Columnist Jack Kelly in the Pittsburgh Post-Gazette:
It will be some months before the news media recognize it, and a few months more before they acknowledge it, but the war in Iraq is all but won. The situation is roughly analogous to the battle of Iwo Jima, which took place 60 years ago this month. It took 35 days before the island was declared secure, but the outcome was clear after day five, with the capture of Mt. Suribachi.

Proof of this was provided by Sen. Hillary Clinton. Iraq is functioning quite well, she said in a press conference in Baghdad Feb. 19. The recent rash of suicide attacks is a sign the insurgency is failing, she said.

'When politicians like [Clinton] start flocking to Iraq to bask in the light of its success, then you know that the corner has been turned,' a reader of his blog wrote to Bay.

More substantive signs abound. The performance of Iraqi security forces is improving, as are their numbers. Nearly 10,000 men showed up at a southern Iraqi military base Feb. 14 to volunteer for 5,000 openings. Only 6,000 had been expected.

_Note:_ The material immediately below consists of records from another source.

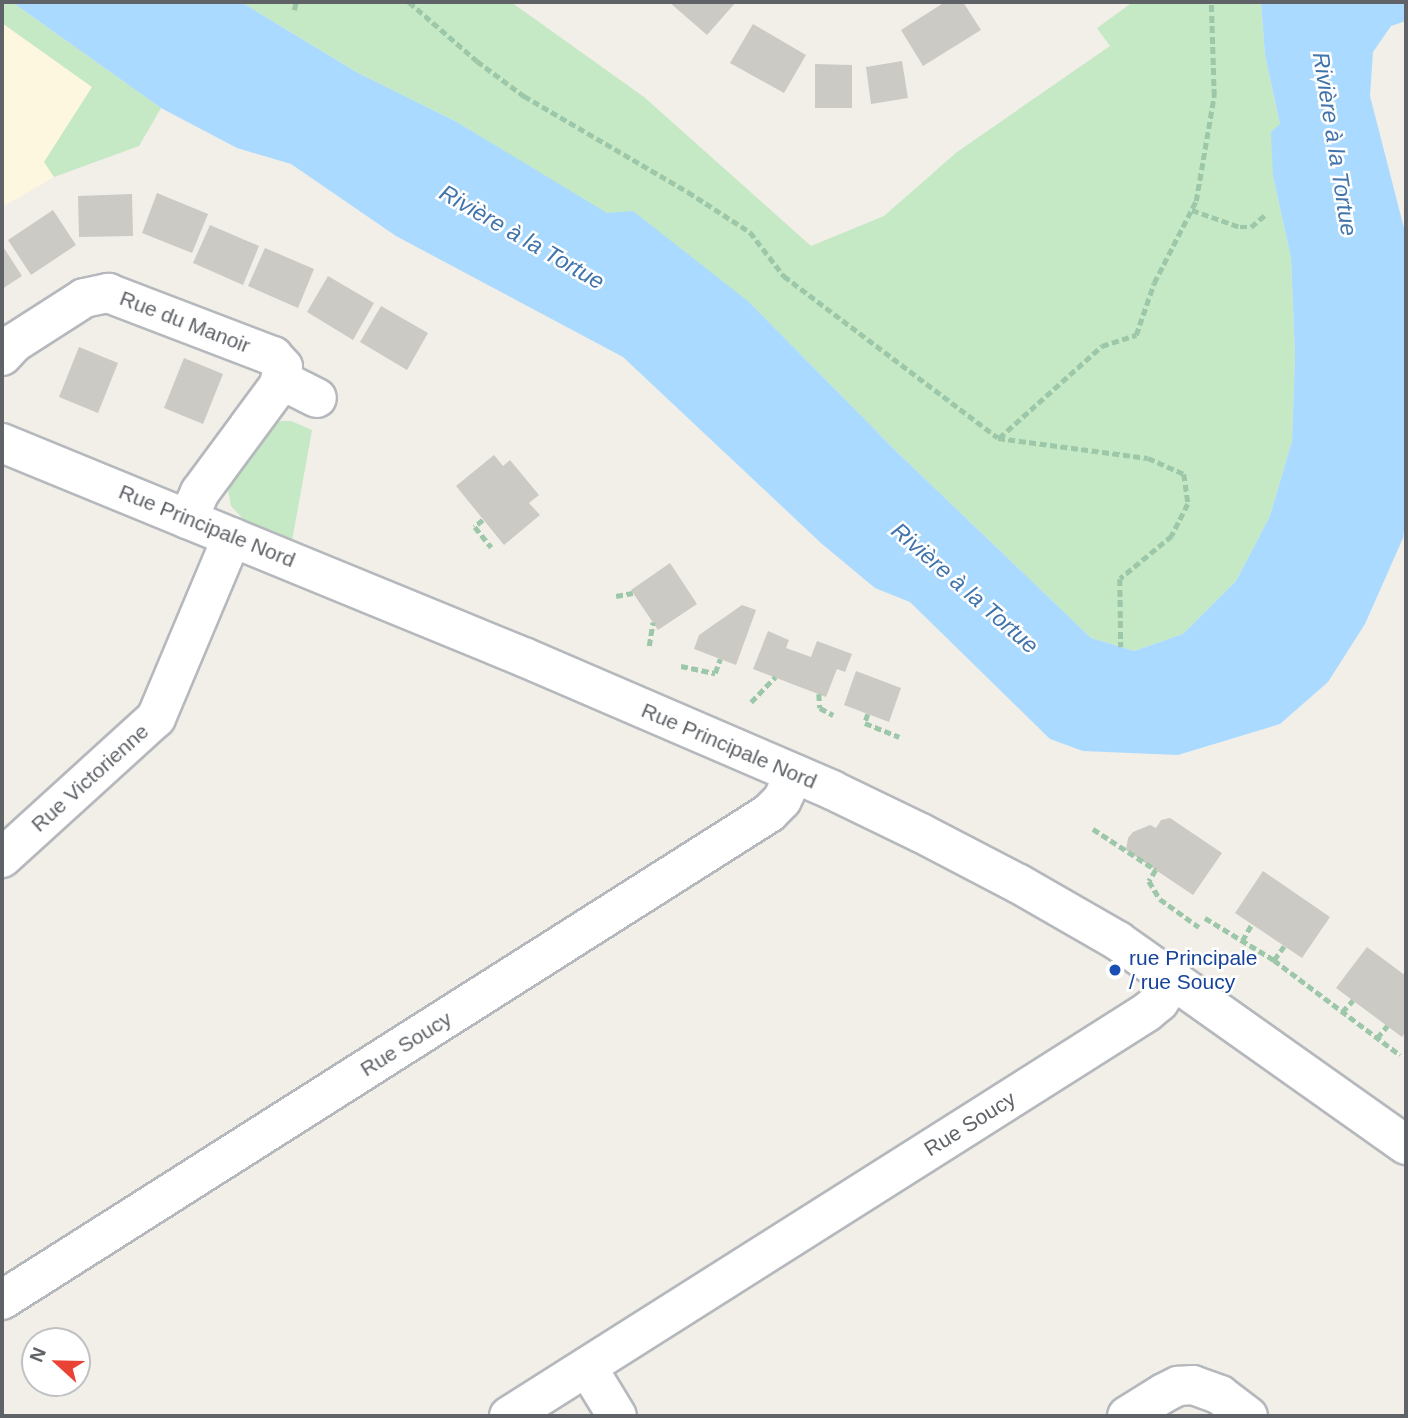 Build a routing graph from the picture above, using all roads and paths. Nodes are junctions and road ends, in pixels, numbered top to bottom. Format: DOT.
graph roads {
  1 [pos="296,2"];
  2 [pos="409,2"];
  3 [pos="1211,2"];
  4 [pos="294,10"];
  5 [pos="1192,210"];
  6 [pos="1266,214"];
  7 [pos="2,356"];
  8 [pos="281,380"];
  9 [pos="317,398"];
  10 [pos="998,438"];
  11 [pos="2,443"];
  12 [pos="188,519"];
  13 [pos="483,520"];
  14 [pos="232,537"];
  15 [pos="491,547"];
  16 [pos="633,593"];
  17 [pos="616,596"];
  18 [pos="653,622"];
  19 [pos="649,646"];
  20 [pos="1121,647"];
  21 [pos="720,659"];
  22 [pos="681,666"];
  23 [pos="775,677"];
  24 [pos="819,694"];
  25 [pos="751,702"];
  26 [pos="868,714"];
  27 [pos="833,715"];
  28 [pos="899,737"];
  29 [pos="794,774"];
  30 [pos="1093,829"];
  31 [pos="2,858"];
  32 [pos="1205,918"];
  33 [pos="1252,924"];
  34 [pos="1199,927"];
  35 [pos="1242,941"];
  36 [pos="1284,946"];
  37 [pos="1274,960"];
  38 [pos="1174,980"];
  39 [pos="1353,1000"];
  40 [pos="1342,1012"];
  41 [pos="1387,1026"];
  42 [pos="1377,1038"];
  43 [pos="1400,1055"];
  44 [pos="1406,1144"];
  45 [pos="2,1300"];
  46 [pos="587,1367"];
  47 [pos="509,1416"];
  48 [pos="617,1416"];
  49 [pos="1127,1416"];
  50 [pos="1248,1416"];
  1 -- 4 [label="path"];
  2 -- 10 [label="path"];
  3 -- 5 [label="path"];
  5 -- 6 [label="path"];
  5 -- 10 [label="path"];
  7 -- 8 [label="street, Rue du Manoir"];
  8 -- 9 [label="street"];
  8 -- 12 [label="street"];
  10 -- 20 [label="path"];
  11 -- 12 [label="street, Rue Principale Nord"];
  12 -- 14 [label="street, Rue Principale Nord"];
  13 -- 15 [label="path"];
  14 -- 29 [label="street, Rue Principale Nord"];
  14 -- 31 [label="street, Rue Victorienne"];
  16 -- 17 [label="path"];
  18 -- 19 [label="path"];
  21 -- 22 [label="path"];
  23 -- 25 [label="path"];
  24 -- 27 [label="path"];
  26 -- 28 [label="path"];
  29 -- 38 [label="street, Rue Principale Nord"];
  29 -- 45 [label="street, Rue Soucy"];
  30 -- 34 [label="path"];
  32 -- 35 [label="path"];
  33 -- 35 [label="path"];
  35 -- 37 [label="path"];
  36 -- 37 [label="path"];
  37 -- 40 [label="path"];
  38 -- 44 [label="street, Rue Principale Nord"];
  38 -- 46 [label="street, Rue Soucy"];
  39 -- 40 [label="path"];
  40 -- 42 [label="path"];
  41 -- 42 [label="path"];
  42 -- 43 [label="path"];
  46 -- 47 [label="street, Rue Soucy"];
  46 -- 48 [label="street"];
  49 -- 50 [label="street"];
}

Sunni Arab politicians have admitted they made a big boo-boo in boycotting the Jan. 30 election, and are pleading to be included in the political process. Some ex-Baathists are seeking terms for laying down their arms.

Those who get their news from the 'mainstream' media are surprised by developments in Iraq, as they were surprised by our swift victory in Afghanistan, the sudden fall of Saddam Hussein, the success of the Afghan election and the success of the Iraqi election.

Journalists demand accountability from political leaders for 'quagmires' which exist chiefly in the imagination of journalists. But when will journalists be held to account for getting every major development in the war on terror wrong?